Эффекты реальности в конечном счете рождаются не из представленных документов, а из связывающей их авторской интерпретативной логики, содержащейся не в источниках, а в авторском воображении. По аналогии можно признать некорректность вопроса, которым озаглавлено это эссе: этот текст не научный или художественный, а научный и художественный. В этом одна из особенностей нашей книги.
Кратко обозначив основные повороты в развитии этого исследования, границы предмета и принципы его изучения, пора очертить в самом общем виде состояние исследования интересующей нас тематики, постановку вопросов и структуру книги, ее источники и методологию.
Среди исследований, послуживших отправной точкой для создания этой книги, наиболее значимыми являются некоторые изыскания о блошиных рынках, об истории вещей, о проблемах коллективной памяти и репрезентации прошлого.

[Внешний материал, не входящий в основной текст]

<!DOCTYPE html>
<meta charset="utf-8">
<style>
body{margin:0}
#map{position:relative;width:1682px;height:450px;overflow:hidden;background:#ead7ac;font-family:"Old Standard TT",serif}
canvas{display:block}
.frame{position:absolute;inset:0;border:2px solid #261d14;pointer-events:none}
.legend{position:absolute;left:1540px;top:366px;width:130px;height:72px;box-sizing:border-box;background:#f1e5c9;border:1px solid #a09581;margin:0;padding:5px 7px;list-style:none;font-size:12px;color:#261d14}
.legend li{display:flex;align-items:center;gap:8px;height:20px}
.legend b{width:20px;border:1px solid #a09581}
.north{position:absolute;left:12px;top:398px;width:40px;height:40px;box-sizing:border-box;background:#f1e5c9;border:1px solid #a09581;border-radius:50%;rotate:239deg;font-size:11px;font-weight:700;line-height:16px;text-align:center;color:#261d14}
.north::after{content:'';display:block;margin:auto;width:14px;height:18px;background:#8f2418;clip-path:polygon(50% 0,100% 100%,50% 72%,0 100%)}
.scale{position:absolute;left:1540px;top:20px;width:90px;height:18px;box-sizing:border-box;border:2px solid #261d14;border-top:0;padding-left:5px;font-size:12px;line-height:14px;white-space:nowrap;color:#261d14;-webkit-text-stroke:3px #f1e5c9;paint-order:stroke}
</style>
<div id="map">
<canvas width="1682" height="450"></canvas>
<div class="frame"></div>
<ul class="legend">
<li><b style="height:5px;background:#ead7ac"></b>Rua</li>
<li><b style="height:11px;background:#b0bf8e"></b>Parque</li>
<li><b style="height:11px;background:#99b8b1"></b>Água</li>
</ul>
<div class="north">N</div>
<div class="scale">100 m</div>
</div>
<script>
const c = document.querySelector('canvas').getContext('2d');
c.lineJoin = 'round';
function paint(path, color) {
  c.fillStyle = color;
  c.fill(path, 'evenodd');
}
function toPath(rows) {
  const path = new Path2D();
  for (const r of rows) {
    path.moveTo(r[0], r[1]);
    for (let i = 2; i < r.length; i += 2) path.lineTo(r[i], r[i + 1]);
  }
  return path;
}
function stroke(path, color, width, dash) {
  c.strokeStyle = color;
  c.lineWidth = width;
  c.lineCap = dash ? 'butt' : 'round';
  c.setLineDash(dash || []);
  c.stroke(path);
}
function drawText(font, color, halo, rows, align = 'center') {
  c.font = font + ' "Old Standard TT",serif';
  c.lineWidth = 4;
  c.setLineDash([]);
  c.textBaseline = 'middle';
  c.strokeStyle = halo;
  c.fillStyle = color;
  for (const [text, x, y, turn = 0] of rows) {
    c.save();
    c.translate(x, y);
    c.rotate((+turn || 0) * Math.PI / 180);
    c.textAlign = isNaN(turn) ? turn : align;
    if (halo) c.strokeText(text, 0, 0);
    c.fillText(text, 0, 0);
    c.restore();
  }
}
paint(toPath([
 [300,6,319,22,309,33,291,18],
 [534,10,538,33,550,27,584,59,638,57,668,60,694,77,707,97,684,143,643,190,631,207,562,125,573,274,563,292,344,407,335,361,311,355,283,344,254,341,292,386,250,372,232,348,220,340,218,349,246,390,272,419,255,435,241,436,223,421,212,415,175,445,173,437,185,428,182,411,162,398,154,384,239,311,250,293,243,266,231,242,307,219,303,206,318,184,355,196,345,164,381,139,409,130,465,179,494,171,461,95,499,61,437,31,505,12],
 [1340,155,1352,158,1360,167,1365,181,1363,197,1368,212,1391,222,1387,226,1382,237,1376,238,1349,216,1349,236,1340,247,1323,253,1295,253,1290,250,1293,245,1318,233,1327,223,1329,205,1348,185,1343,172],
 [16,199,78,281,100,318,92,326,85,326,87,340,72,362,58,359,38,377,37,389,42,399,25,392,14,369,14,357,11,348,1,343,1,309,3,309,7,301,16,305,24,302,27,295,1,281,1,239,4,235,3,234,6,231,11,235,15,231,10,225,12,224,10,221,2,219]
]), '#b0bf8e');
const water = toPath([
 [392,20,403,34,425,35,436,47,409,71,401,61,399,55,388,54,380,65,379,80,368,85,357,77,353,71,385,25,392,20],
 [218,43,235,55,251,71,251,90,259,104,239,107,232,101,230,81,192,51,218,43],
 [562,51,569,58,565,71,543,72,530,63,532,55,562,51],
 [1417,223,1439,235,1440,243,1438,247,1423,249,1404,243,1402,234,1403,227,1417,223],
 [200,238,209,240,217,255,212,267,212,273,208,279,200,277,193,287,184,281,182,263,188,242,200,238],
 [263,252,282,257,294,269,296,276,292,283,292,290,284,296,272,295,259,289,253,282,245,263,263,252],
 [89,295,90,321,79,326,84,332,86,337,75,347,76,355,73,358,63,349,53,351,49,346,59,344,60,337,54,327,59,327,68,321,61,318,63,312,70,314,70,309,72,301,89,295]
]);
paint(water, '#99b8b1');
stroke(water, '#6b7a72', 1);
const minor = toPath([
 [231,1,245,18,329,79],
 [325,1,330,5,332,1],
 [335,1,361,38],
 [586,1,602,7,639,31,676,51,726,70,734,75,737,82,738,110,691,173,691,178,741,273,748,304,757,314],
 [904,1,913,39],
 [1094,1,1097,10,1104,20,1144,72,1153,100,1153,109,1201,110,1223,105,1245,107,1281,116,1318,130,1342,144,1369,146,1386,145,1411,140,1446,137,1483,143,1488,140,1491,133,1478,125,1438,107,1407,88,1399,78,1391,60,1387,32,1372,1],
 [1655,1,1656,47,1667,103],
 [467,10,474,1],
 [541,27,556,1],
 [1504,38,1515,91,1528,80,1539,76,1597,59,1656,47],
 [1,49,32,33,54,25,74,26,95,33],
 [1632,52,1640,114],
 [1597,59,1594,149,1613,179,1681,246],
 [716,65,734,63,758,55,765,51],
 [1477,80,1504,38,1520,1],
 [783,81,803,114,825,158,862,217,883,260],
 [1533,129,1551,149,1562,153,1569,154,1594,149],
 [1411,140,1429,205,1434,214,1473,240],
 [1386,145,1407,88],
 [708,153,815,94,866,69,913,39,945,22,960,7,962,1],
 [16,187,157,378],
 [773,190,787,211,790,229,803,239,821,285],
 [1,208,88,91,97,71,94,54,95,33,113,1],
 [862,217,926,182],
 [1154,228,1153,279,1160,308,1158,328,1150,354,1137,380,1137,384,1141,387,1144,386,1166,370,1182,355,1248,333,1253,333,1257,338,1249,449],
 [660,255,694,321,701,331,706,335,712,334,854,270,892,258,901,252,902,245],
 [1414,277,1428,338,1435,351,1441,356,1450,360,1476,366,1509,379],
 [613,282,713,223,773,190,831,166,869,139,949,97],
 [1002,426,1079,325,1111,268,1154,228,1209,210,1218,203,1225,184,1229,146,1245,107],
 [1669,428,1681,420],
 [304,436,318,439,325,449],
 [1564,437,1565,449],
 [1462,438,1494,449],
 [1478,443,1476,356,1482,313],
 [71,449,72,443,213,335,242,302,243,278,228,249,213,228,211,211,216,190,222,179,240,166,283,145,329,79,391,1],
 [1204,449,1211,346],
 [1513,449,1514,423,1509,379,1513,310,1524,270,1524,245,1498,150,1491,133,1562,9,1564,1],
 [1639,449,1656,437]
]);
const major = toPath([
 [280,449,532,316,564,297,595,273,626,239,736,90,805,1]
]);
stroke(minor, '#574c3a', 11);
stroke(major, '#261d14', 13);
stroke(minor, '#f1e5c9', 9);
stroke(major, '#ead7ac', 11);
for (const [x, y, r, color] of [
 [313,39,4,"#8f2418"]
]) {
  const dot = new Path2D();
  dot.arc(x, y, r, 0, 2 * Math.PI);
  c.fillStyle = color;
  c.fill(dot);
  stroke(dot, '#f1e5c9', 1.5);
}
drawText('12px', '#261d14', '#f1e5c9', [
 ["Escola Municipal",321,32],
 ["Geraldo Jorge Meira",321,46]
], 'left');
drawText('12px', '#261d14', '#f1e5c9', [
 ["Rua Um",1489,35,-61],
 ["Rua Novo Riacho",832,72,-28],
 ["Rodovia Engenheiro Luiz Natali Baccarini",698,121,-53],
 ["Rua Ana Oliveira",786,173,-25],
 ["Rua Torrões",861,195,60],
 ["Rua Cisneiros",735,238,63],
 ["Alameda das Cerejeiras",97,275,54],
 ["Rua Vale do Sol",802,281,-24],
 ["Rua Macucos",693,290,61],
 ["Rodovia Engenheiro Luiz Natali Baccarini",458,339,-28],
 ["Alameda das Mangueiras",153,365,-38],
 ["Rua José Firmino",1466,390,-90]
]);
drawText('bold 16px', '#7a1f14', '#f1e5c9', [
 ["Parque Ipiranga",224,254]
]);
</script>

Настаивать на отсутствии литературы о блошиных рынках было бы недопустимым преувеличением. Напротив, о них написано довольно много[45]. Палитра жанров, в которых писалось и пишется о блошиных и антикварных рынках, толкучках и барахолках, весьма широка. Она простирается от путеводителей по знаменитым блошиным рынкам и рекламных проспектов для туристов[46] до ученых социологических, антропологических, экономических и лингвистических трудов[47], от практических пособий и каталогов для начинающего продавца или покупателя на блошином рынке[48] до описаний в мемуарах и художественных текстах[49], от журналистских расследований и репортажей[50] до детских рассказов с картинками[51]. Часто публикации о блошиных рынках комбинируют несколько жанров[52]. Одним только мюнхенским блошиным рынкам посвящено множество интернет-ресурсов и интернет-публикаций[53].
Многожанровая литература о блошиных рынках сама по себе указывает на отнюдь не маргинальное место этого явления в современной культуре. Этнологические, социологические, экономические исследования этого феномена ставят и отчасти решают вопросы об организации и функциях блошиного рынка в жизни современного человека. Однако большинство из них недооценивает обращение с прошлым как важную функцию рынка старых вещей и серьезный мотив его посетителей[54]. Среди немногих исключений, в которых изучение барахолок в той или иной степени учитывает обращение его посетителей с прошлым[55], особо следует отметить проект петербургских социологов Л. В. Воронковой и О. В. Паченкова. От других социологических исследований блошиных рынков его отличает, во-первых, длительность. В разных составах исследователи анализировали отдельные рынки в России и Германии и сопоставляли их в течение полутора десятилетий XXI века. Во-вторых, этот проект апробирован в различных жанрах от академических исследований до выставок, перформансов и компьютерной игры[56]. В-третьих, авторов интересуют различные типы ностальгии у посетителей блошиных рынков, что имеет прямое отношение к сфере интересов авторов этой книги: к вопросу об альтернативной, непрофессиональной и приватной работе с прошлым на рынке подержанных вещей.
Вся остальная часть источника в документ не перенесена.